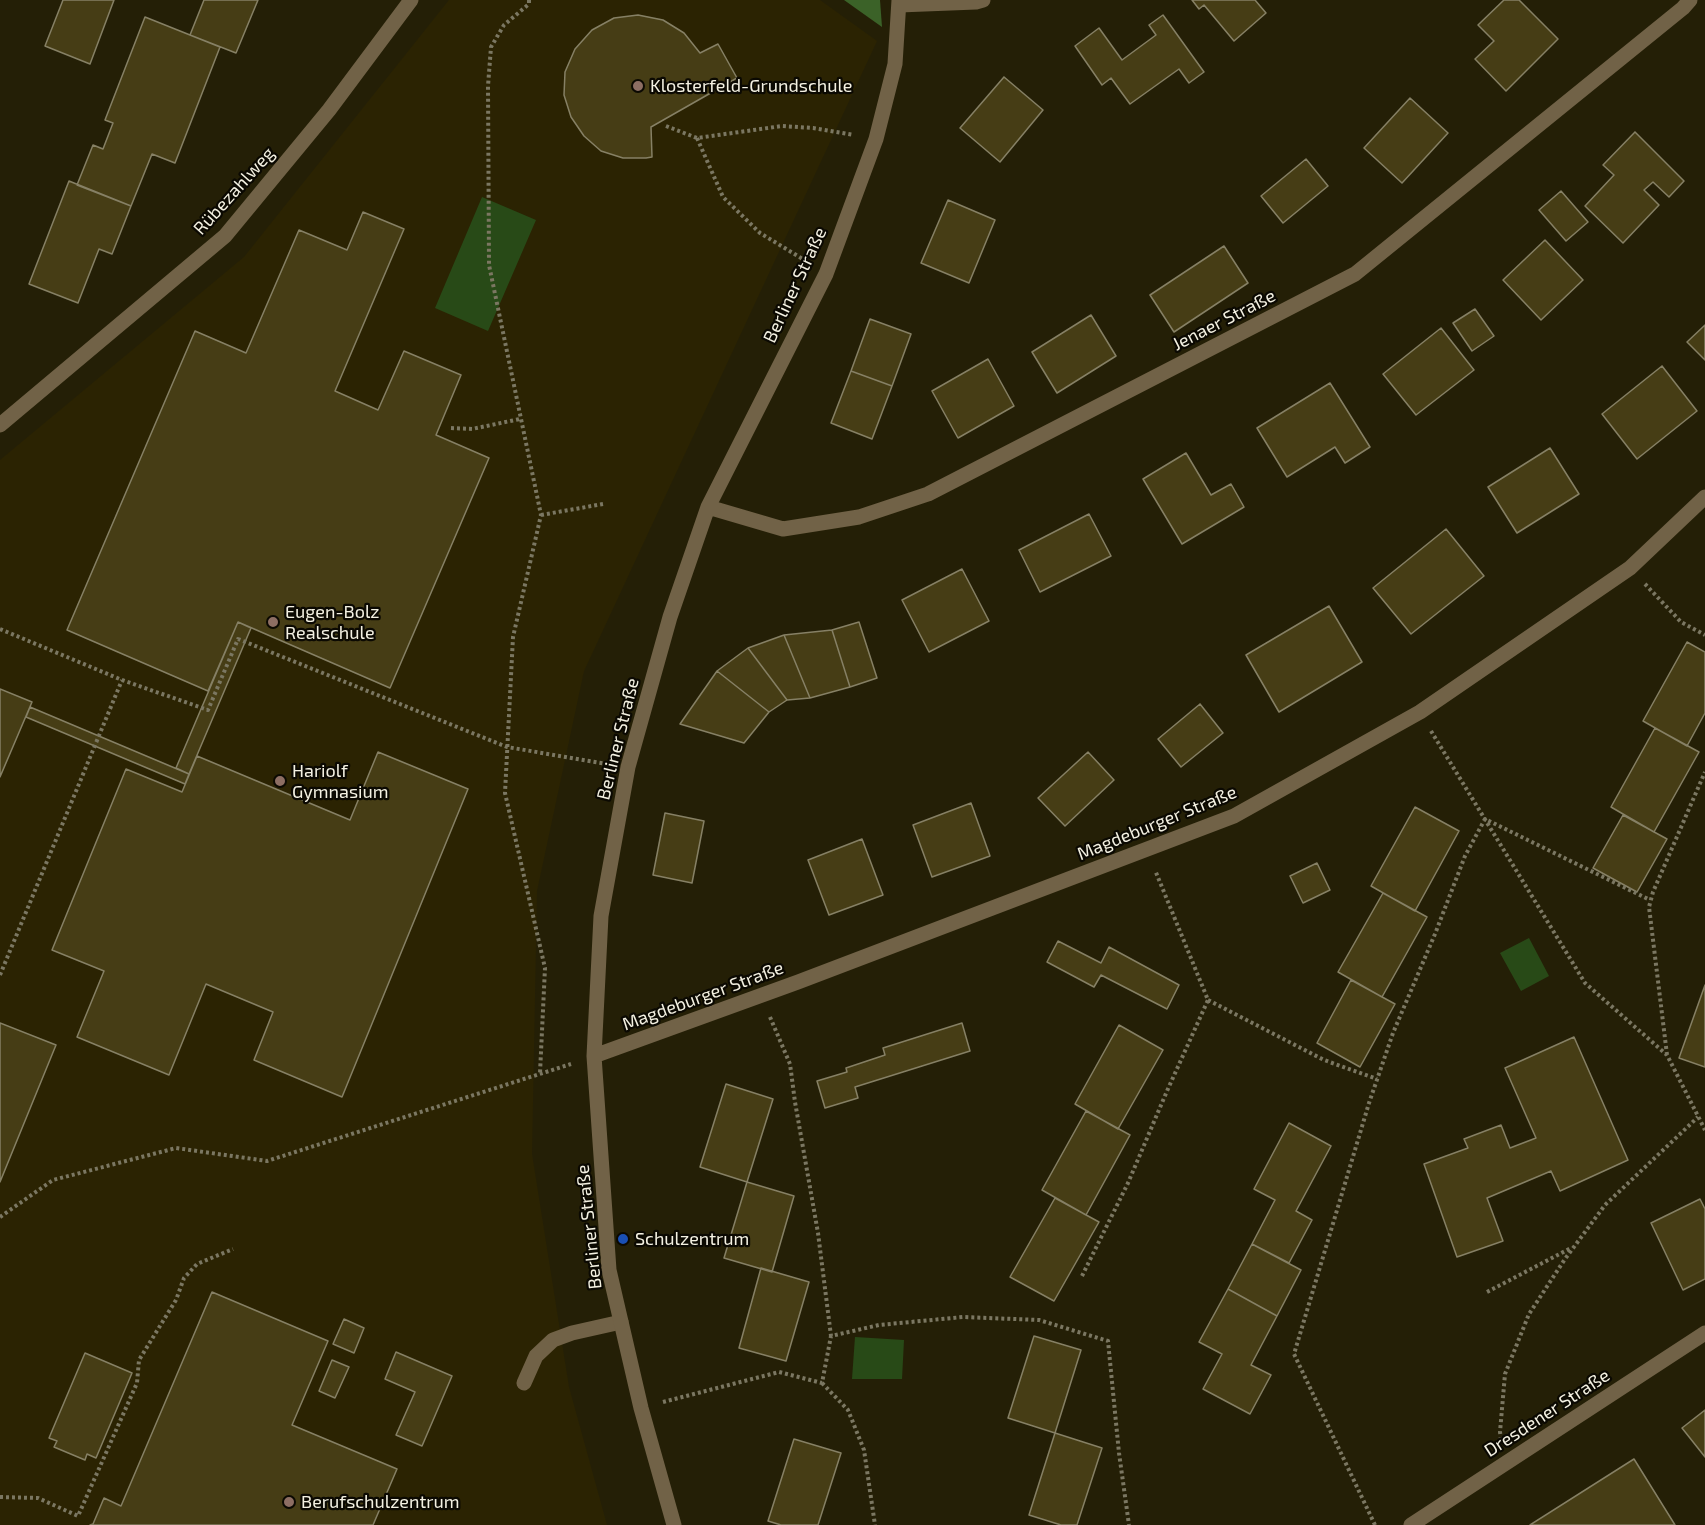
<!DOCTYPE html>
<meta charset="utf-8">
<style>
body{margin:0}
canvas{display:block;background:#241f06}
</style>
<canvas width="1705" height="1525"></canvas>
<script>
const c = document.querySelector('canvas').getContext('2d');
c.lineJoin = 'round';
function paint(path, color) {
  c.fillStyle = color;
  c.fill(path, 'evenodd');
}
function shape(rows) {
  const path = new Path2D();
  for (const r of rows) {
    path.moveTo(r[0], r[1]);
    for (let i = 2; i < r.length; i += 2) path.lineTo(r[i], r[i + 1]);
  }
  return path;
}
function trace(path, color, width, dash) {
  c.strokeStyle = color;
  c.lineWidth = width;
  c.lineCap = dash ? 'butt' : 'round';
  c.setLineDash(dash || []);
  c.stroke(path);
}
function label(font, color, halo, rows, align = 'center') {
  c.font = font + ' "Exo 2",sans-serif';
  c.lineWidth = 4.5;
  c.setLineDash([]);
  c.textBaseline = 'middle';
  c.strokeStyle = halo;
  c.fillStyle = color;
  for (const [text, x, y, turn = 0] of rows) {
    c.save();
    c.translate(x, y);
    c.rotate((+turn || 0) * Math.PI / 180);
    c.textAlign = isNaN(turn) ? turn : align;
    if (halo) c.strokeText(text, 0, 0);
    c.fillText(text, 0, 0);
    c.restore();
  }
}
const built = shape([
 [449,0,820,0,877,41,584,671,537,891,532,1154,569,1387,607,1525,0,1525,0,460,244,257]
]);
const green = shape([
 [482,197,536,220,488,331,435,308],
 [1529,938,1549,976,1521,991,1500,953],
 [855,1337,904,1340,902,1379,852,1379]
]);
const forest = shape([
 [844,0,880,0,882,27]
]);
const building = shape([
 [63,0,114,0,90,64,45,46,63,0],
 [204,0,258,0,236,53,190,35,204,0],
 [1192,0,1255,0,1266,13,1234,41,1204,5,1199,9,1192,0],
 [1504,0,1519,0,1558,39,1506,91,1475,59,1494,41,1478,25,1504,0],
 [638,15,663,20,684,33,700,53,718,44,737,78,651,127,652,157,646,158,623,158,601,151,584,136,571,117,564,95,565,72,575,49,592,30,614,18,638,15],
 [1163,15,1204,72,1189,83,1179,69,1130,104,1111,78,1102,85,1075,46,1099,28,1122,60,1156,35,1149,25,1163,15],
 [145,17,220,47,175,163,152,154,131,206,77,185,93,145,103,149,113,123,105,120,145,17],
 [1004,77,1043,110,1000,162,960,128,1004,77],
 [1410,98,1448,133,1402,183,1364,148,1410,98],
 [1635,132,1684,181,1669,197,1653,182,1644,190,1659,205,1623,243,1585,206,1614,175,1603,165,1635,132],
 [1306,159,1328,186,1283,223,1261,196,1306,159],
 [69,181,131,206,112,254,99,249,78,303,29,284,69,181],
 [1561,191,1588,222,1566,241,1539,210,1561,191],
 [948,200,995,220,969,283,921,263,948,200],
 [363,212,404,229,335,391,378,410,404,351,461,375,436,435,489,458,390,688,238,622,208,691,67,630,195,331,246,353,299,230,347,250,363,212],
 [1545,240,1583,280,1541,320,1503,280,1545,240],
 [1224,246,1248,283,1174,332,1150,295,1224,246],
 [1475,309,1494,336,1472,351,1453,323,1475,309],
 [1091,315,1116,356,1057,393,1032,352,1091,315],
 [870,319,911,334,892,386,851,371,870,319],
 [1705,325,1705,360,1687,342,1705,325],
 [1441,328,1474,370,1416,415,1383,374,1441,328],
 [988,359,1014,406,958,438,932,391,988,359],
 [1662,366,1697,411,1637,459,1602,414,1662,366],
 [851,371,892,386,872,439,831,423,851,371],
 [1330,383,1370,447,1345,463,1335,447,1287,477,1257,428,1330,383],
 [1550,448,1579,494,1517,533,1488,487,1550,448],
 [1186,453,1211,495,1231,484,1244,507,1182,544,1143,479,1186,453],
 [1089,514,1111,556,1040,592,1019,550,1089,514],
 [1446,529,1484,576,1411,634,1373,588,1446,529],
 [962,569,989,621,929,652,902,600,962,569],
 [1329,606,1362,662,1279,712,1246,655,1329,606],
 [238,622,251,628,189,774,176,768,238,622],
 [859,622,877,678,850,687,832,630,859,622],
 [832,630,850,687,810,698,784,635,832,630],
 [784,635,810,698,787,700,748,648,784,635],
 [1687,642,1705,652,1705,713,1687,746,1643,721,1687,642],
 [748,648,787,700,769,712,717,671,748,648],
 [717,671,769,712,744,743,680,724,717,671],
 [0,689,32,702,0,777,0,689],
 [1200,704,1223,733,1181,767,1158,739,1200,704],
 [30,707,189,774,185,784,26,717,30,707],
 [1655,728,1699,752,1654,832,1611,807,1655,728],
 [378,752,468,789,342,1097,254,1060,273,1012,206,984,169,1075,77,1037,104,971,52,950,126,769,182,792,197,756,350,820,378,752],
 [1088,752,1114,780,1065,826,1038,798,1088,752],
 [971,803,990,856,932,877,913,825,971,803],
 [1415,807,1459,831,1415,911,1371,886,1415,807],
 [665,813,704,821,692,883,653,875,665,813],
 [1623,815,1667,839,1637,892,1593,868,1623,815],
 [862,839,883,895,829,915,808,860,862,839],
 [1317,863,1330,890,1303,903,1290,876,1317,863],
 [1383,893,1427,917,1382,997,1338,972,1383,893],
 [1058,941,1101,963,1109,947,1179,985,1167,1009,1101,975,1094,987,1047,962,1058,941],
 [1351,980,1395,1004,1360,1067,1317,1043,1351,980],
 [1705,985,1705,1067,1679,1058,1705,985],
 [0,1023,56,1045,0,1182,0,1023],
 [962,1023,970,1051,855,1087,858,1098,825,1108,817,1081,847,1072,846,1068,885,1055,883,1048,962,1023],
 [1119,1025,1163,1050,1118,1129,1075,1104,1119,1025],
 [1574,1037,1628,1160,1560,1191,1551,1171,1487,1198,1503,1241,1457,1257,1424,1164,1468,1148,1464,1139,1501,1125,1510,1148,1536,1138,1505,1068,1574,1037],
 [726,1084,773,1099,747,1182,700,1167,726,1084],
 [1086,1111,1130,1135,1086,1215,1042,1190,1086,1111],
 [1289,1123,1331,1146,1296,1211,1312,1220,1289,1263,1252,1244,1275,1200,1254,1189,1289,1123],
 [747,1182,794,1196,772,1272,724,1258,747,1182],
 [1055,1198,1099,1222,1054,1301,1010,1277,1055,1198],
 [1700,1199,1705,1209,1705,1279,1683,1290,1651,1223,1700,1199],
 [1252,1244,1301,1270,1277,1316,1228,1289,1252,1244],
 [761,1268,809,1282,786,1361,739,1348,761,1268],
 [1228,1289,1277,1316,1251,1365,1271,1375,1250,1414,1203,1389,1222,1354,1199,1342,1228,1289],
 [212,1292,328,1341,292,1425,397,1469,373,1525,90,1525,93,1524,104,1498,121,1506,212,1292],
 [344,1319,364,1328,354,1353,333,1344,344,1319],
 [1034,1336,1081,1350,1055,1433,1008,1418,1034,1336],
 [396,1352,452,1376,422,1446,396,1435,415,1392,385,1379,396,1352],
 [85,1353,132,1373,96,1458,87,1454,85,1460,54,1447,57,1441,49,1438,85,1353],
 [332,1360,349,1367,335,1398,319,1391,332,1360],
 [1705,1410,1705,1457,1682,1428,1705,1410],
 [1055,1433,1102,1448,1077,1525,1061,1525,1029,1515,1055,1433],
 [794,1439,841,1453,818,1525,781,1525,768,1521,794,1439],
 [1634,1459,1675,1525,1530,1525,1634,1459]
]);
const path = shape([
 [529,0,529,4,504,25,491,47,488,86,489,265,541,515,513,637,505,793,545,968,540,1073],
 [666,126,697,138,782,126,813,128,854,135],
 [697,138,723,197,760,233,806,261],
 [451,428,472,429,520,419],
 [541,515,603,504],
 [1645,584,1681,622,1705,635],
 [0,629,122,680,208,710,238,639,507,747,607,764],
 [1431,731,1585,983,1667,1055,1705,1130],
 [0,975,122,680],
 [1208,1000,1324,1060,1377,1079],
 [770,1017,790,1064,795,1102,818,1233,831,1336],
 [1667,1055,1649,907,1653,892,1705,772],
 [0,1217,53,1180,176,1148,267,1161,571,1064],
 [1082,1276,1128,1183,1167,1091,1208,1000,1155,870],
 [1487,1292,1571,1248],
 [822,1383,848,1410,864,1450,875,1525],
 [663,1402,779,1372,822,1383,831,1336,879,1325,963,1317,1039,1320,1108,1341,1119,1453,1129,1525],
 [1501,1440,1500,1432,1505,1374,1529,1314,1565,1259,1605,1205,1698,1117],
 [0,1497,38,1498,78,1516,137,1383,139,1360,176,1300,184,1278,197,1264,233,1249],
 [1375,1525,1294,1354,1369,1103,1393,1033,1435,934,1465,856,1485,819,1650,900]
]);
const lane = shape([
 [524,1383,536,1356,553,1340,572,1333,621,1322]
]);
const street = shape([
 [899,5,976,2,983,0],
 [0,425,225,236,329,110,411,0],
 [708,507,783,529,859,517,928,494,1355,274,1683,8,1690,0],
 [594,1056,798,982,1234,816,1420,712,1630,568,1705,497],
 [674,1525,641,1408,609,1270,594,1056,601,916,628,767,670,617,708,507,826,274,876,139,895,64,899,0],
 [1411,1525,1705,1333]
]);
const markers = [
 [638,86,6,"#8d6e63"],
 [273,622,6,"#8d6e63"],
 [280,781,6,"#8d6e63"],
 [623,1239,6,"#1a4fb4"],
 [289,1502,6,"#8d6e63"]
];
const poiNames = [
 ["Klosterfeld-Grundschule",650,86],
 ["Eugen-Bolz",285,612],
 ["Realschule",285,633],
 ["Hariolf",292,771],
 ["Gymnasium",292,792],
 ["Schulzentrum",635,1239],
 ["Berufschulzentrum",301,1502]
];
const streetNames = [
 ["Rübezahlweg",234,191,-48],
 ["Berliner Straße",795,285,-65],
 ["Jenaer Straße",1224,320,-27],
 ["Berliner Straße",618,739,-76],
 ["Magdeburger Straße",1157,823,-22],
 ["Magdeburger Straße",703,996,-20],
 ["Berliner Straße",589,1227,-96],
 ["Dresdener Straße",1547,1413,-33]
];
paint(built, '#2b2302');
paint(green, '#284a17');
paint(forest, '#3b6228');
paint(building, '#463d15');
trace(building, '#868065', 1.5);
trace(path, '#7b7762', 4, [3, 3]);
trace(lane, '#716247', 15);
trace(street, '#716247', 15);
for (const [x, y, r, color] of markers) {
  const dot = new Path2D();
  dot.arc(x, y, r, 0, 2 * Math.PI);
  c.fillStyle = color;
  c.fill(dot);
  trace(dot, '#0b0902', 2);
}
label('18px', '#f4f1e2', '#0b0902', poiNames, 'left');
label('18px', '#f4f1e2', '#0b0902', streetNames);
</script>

******

*GOAL OF THE EXERCISE*
A complete answer lists every line of the listing above that holds the word "function".

*ANSWER SPACE*
function paint(path, color) {
function shape(rows) {
function trace(path, color, width, dash) {
function label(font, color, halo, rows, align = 'center') {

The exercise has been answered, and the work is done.